Perché così tardi? Il golpe argentino è del '76, e le violenze contro gli
oppositori erano cominciate già anni prima.
«Io credo che Giovanni Paolo II si sia comportato in questo modo per la cattiva
informazione che gli arrivava. Altrimenti non si spiega. Non volle neanche
ricevere le Madri di Plaza de Mayo...».
Una storia torbida di silenzi e connivenze quella della Chiesa cattolica
nell'Argentina della «guerra sporca». Pérez Esquivel la segue da decenni. Dai
primi tentativi (falliti) di coinvolgere le gerarchie nella difesa dei diritti
umani agli inizi degli anni Settanta; fino ad oggi, al processo von Wernich nel
quale il premio Nobel è stato testimone. Nella sede storica del suo Serpaj, il
Servizio Pace e Giustizia, a Buenos Aires, la ricostruisce.
«La Chiesa cattolica in Argentina ha luci e ombre. C'è stato un settore che ha
appoggiato la dittatura, che è stato complice. Alti prelati, semplici sacerdoti.
E dentro le diocesi delle Forze Armate istituite da Giovanni Paolo II i
cappellani militari e della polizia, che hanno giustificato la repressione in
virtù della cosiddetta difesa della civiltà cristiana e occidentale. Von Wernich
ha avuto un ruolo diretto nella repressione, ha visitato campi illegali, ha
fatto pressioni perché i detenuti parlassero».
In aula lei ha sottolineato che von Wernich non è stato un caso isolato.

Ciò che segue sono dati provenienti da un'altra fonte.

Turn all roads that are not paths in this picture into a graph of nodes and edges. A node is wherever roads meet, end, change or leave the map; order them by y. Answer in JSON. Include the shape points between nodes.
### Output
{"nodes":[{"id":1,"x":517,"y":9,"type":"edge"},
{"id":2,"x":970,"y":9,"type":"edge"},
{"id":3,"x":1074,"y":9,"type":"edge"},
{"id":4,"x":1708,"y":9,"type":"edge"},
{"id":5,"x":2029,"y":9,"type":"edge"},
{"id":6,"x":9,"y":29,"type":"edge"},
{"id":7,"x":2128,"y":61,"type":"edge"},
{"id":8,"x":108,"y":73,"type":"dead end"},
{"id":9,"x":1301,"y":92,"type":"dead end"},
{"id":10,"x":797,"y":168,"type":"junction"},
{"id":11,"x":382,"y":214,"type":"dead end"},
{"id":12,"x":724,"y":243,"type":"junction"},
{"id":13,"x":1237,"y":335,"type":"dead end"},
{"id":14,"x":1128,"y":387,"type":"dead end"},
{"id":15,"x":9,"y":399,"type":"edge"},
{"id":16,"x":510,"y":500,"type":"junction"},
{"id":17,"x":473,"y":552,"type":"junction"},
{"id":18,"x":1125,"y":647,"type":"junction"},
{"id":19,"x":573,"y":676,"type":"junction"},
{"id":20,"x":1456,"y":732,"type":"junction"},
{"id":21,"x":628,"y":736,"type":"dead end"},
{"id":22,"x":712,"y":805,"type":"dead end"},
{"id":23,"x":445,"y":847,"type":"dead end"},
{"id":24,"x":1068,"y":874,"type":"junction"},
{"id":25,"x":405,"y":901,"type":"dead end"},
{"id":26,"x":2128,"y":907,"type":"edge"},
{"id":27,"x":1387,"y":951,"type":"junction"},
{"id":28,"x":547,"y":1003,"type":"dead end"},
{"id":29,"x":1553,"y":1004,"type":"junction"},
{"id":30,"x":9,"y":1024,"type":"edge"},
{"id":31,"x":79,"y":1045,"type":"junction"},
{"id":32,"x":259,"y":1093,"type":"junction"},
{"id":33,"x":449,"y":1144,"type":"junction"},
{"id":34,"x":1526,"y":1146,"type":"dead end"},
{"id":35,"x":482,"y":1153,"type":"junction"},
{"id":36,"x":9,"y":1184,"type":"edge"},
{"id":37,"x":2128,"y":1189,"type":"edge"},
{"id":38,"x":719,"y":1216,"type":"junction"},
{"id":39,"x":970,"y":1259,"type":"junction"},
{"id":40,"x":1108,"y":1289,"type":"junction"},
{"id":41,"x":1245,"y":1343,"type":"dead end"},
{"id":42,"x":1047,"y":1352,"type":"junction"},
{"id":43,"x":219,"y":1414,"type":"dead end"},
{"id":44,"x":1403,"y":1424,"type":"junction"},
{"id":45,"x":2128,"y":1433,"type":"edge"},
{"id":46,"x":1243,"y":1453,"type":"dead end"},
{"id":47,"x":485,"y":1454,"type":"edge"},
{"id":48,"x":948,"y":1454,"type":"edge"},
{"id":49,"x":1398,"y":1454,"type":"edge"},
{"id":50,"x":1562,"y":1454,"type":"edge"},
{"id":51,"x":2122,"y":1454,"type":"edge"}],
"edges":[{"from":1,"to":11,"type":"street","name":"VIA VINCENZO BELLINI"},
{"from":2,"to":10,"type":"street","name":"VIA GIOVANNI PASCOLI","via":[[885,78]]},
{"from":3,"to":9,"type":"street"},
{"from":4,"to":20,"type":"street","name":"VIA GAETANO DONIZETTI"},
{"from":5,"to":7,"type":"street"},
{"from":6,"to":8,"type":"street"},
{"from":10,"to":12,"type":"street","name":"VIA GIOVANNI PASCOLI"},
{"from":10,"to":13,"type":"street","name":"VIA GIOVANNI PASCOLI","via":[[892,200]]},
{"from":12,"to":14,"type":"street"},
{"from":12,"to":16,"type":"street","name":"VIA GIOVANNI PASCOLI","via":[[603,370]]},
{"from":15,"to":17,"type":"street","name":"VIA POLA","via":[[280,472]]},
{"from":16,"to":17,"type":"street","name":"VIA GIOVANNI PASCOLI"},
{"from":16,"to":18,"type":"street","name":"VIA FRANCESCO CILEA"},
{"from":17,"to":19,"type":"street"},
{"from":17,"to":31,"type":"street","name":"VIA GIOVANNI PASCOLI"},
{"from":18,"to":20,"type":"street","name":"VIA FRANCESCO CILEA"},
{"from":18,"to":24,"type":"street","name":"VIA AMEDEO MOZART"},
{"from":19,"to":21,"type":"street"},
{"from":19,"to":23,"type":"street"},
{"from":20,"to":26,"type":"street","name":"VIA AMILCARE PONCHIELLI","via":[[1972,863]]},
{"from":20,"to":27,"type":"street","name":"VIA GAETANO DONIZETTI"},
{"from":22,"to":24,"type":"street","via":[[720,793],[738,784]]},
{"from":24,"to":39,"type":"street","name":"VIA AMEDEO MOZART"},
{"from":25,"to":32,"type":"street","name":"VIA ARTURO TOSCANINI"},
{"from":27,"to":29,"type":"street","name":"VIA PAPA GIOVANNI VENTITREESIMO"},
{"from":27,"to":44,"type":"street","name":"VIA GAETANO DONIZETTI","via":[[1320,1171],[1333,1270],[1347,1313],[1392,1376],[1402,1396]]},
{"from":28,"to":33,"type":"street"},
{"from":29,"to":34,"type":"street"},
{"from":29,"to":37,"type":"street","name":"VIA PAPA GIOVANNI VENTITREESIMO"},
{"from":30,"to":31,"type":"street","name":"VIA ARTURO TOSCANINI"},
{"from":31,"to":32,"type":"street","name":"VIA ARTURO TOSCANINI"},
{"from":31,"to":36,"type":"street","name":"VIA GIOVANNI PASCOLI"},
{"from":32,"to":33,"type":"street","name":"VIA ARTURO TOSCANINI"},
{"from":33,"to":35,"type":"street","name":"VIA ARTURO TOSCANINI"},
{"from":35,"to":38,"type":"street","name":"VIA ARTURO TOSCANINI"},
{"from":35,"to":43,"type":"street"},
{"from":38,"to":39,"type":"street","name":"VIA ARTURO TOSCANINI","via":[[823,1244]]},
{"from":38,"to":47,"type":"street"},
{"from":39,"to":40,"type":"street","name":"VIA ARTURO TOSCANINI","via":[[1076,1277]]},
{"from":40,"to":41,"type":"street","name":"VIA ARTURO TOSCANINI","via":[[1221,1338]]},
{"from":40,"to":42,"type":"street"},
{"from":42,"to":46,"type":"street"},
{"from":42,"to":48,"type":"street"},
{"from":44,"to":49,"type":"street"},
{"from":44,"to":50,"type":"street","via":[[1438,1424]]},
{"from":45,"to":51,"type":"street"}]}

«Ci sono stati vescovi, penso a monsignor Tortolo, che hanno giustificato ogni
mezzo per far parlare i prigionieri, tortura compresa. Con l'eccezione però
dell'uso della picana (strumento che emetteva scariche elettriche, ndr),
alla quale era contrario».
Con quale giustificazione?
«Per risparmiare energia... Ricordo poi proprio in questo ufficio il capitano di
corvetta Scilingo (considerato il primo «pentito» del regime, ndr) che mi
raccontò di quando tornava dai "voli della morte", dopo aver gettato nel Rio de
la Plata i corpi dei prigionieri nudi e narcotizzati: andava dal cappellano che
gli faceva la comunione e gli diceva che era "una morte cristiana per salvare il
Paese dal comunismo". Von Wernich non è una vicenda isolata. C'era una
concezione ideologica che ha portato parte della Chiesa a compromettersi con la
dittatura e a contrastare chi viveva il Vangelo insieme al popolo. Religiosi che
hanno resistito, come Mauricio Silva (prete operaio desaparecido, ndr),
come il vescovo Angelelli (ucciso dai golpisti, ),
come le suore francesi (Alicia Dumon e Leonie Duquet, scomparse,
ndr) ».
Una minoranza...
«Sì, una minoranza. Ricordo che ebbi una discussione anche con l'allora nunzio
apostolico Pio Laghi (spesso ricordato per le sue partite di tennis con il
golpista e piduista Emilio Massera, ndr): "Che vuole che faccia — mi
disse —, non posso fare quello che i vescovi argentini non vogliono fare».
Dopo la dittatura, la Chiesa ha ammesso le sue responsabilità?
«Fino ad oggi c'è stato solo un tiepido riconoscimento che avrebbe potuto fare
di più e non l'ha fatto. Non stanno neanche cercando un avvicinamento, un
dialogo con le associazioni per i diritti umani. Mantengono la distanza. Ma dopo
questo processo, io credo che debbano pronunciarsi ».